Behavior of shutdown(sock, SHUT_RD) with TCP

Shutting down the read side of a socket will cause any blocked recv (or similar) calls to return 0 (indicating graceful shutdown). I don't know what will happen to data currently traveling up the IP stack. It will most certainly ignore data that is in-flight from the other side. It will not affect writes to that socket at all.

In fact, judicious use of shutdown is a good way to ensure that you clean up as soon as you're done. An HTTP client that doesn't use keepalive can shutdown the write-side as soon as it is done sending the request, and a server that sees Connection: closed can likewise shutdown the read-side as soon as it is done receiving the request. This will cause any further erroneous activity to be immediately obvious, which is very useful when writing protocol-level code.
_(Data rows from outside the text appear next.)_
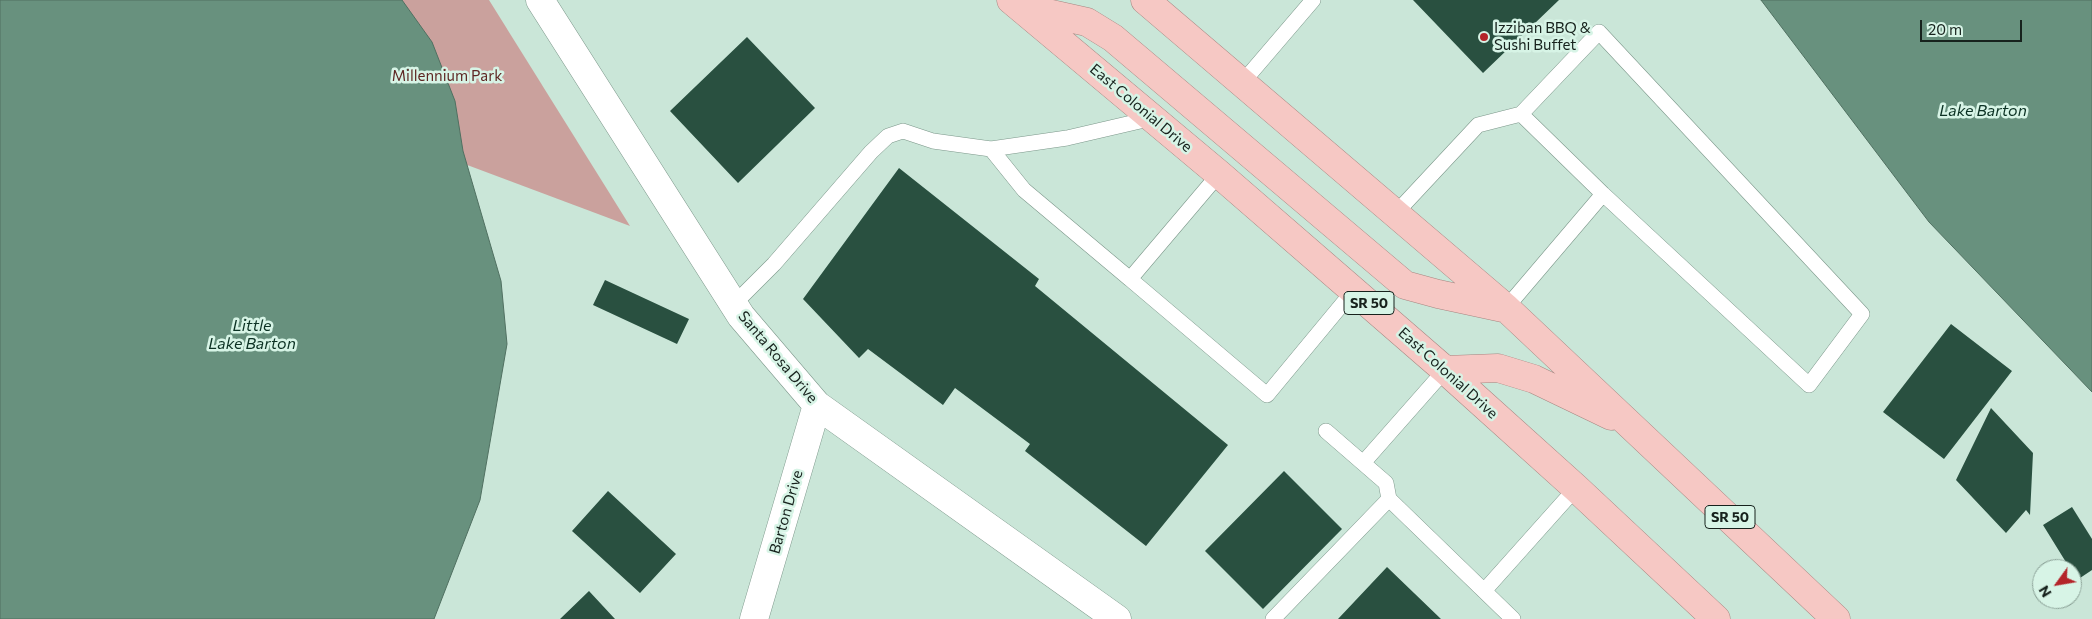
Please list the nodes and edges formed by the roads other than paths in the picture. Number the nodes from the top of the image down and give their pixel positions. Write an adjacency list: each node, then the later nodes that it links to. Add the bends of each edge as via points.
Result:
1 (540, 0): 14 (street, Santa Rosa Drive)
2 (1145, 0): 5 (highway, SR 50)
3 (1313, 0): 5 (lane)
4 (1015, 3): 7 (highway, East Colonial Drive / SR 50); 15 (highway, via 1087,22 1112,38 1405,285)
5 (1242, 83): 11 (highway, SR 50)
6 (1521, 114): 10 (lane); 10 (lane, via 1599,32 1862,314 1809,385); 11 (lane, via 1478,125)
7 (1153, 118): 8 (lane, via 1067,138); 9 (highway, East Colonial Drive / SR 50)
8 (990, 149): 12 (lane, via 1024,190); 14 (lane, via 903,132 888,136)
9 (1219, 174): 12 (lane); 13 (highway, East Colonial Drive / SR 50)
10 (1603, 194): 15 (lane)
11 (1395, 214): 15 (highway, SR 50)
12 (1130, 279): 13 (lane, via 1267,395)
13 (1354, 290): 16 (highway, East Colonial Drive / SR 50)
14 (734, 304): 17 (street, Santa Rosa Drive)
15 (1506, 308): 18 (highway, SR 50)
16 (1445, 370): 18 (highway, via 1498,368 1534,379); 20 (lane); 21 (highway, East Colonial Drive / SR 50)
17 (817, 405): 24 (street, Barton Drive); 25 (street, Santa Rosa Drive)
18 (1637, 429): 29 (highway, SR 50)
19 (1326, 431): 20 (lane)
20 (1363, 463): 22 (lane, via 1386,483)
21 (1576, 488): 23 (lane); 28 (highway, East Colonial Drive / SR 50)
22 (1389, 499): 23 (lane); 26 (lane)
23 (1484, 591): 27 (lane)
24 (754, 619)
25 (1117, 619)
26 (1273, 619)
27 (1513, 619)
28 (1716, 619)
29 (1836, 619)

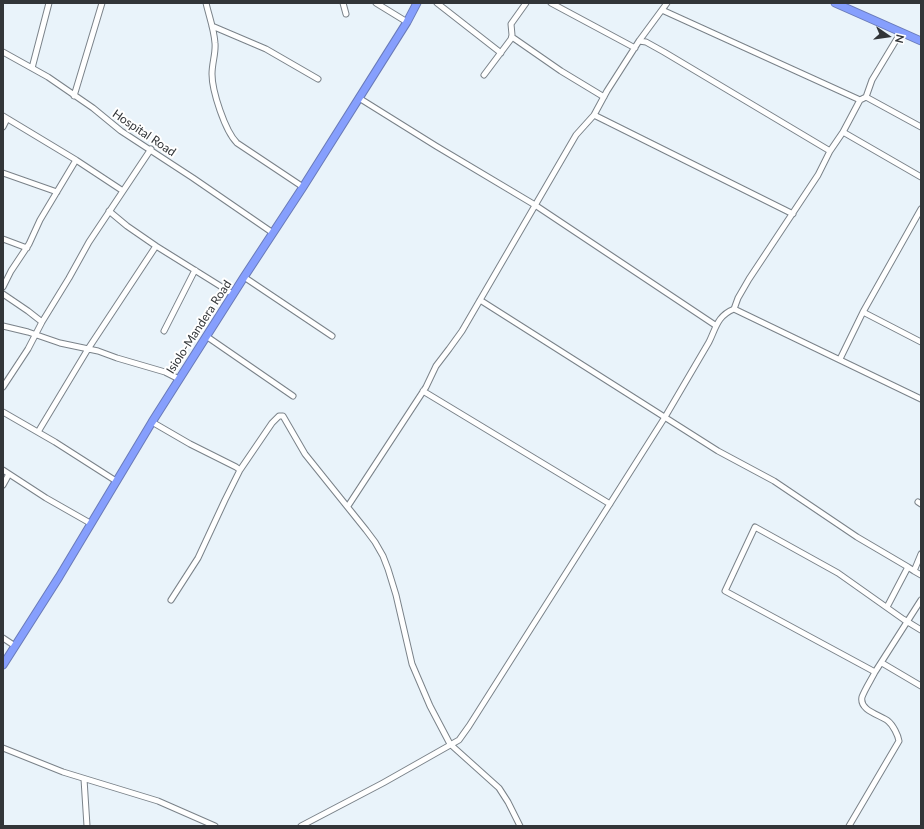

Looking at the Linux source code, shutdown(sock, SHUT_RD) doesn't seem to cause any state changes to the socket. (Obviously, shutdown(sock, SHUT_WR) causes FIN to be set.)

I can't comment on the window size changes (or lack thereof). But you can write a test program to see. Just make your inetd run a chargen service, and connect to it. :-)


shutdown(,SHUT_RD) does not have any counterpart in TCP protocol, so it is pretty much up to implementation how to behave when someone writes to a connection where other side indicated that it will not read or when you try to read after you declared that you wont.

On slightly lower level it is beneficial to remember that TCP connection is a pair of flows using which peers send data until they declare that they are done (by SHUT_WR which sends FIN). And these two flows are quite independent.